= WHAT IS NEEDED =
Every line in the entries that holds "Yeni" should be identified and copied.

[Saved entries]
=== Section Start ===
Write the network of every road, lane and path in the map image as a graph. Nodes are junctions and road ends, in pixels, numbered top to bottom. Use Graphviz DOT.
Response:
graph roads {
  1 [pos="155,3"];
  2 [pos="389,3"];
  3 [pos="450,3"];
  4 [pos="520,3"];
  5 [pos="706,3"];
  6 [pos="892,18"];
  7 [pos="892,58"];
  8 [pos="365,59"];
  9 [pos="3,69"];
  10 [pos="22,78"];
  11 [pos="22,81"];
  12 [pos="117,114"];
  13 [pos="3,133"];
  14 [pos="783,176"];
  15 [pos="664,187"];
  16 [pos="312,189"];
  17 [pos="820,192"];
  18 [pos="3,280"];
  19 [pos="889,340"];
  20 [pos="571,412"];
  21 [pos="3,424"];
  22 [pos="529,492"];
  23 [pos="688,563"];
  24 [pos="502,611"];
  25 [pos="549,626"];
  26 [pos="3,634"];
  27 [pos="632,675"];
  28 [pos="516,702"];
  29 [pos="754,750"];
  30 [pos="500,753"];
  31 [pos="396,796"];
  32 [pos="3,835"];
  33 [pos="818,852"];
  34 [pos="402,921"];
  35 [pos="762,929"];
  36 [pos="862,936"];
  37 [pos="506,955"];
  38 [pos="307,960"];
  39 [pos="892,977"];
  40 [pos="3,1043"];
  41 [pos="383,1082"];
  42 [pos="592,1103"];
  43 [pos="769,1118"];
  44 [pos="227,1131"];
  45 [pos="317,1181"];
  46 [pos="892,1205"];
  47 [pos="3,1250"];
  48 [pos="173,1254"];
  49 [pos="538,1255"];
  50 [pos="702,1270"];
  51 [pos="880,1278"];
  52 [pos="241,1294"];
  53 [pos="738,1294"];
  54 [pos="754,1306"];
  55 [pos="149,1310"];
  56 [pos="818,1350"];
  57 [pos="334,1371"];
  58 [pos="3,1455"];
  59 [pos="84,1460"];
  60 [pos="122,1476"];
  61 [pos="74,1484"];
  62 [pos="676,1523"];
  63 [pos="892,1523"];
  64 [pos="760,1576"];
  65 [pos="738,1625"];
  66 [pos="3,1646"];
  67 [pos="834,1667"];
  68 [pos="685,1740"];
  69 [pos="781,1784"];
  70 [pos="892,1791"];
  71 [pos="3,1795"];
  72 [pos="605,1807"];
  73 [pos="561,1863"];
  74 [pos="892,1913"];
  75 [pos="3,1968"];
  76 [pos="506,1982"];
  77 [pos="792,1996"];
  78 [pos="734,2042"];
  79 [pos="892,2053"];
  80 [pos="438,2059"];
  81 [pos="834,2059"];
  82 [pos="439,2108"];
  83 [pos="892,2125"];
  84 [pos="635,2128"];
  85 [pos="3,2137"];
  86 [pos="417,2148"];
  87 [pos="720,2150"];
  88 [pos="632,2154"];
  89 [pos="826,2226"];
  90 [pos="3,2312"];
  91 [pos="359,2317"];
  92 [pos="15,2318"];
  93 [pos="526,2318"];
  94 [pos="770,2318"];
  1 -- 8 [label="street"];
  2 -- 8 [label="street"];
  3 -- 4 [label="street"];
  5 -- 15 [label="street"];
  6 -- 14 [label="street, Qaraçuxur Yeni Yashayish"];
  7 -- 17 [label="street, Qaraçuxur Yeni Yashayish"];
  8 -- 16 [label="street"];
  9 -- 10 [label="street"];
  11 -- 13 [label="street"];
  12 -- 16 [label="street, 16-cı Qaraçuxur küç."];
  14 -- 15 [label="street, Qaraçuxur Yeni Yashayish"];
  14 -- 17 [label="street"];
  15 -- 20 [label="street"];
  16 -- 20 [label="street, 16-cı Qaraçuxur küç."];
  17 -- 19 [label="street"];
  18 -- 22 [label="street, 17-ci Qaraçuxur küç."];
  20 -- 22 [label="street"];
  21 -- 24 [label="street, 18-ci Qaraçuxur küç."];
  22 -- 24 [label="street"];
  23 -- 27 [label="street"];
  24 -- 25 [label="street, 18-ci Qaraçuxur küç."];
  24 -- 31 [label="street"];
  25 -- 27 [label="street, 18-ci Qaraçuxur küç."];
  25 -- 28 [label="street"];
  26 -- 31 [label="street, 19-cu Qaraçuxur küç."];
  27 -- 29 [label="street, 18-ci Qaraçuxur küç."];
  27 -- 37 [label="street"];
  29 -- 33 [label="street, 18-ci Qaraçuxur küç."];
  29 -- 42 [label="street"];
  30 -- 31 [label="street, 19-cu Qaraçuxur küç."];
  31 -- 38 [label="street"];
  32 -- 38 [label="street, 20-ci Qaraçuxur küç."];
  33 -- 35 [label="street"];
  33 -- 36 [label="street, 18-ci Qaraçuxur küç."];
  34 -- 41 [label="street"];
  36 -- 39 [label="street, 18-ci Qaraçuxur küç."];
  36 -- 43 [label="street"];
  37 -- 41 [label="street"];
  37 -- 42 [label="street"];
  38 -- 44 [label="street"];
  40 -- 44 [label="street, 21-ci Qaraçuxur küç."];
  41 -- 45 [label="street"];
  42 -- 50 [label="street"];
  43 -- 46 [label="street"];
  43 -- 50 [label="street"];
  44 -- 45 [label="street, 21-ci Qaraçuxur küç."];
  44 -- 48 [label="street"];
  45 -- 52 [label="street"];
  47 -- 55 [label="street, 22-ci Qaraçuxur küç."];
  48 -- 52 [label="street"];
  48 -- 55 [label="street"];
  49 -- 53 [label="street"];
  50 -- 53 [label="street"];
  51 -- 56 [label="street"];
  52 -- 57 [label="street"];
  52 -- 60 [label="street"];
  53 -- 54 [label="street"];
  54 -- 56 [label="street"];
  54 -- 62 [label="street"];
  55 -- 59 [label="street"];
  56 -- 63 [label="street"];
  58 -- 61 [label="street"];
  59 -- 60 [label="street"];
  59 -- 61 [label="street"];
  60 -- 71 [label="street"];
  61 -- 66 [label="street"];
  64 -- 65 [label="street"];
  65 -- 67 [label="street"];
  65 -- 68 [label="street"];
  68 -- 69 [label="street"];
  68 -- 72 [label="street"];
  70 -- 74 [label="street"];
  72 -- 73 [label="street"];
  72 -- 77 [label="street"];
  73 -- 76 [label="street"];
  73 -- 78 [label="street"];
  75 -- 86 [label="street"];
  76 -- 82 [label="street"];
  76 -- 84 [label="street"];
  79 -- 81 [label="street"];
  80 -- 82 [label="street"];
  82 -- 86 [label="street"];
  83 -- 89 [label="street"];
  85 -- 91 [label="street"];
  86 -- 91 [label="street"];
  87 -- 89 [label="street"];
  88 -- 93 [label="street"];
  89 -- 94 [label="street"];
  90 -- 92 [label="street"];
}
=== Section End ===
= RESULT OF THE TASK =
  6 -- 14 [label="street, Qaraçuxur Yeni Yashayish"];
  7 -- 17 [label="street, Qaraçuxur Yeni Yashayish"];
  14 -- 15 [label="street, Qaraçuxur Yeni Yashayish"];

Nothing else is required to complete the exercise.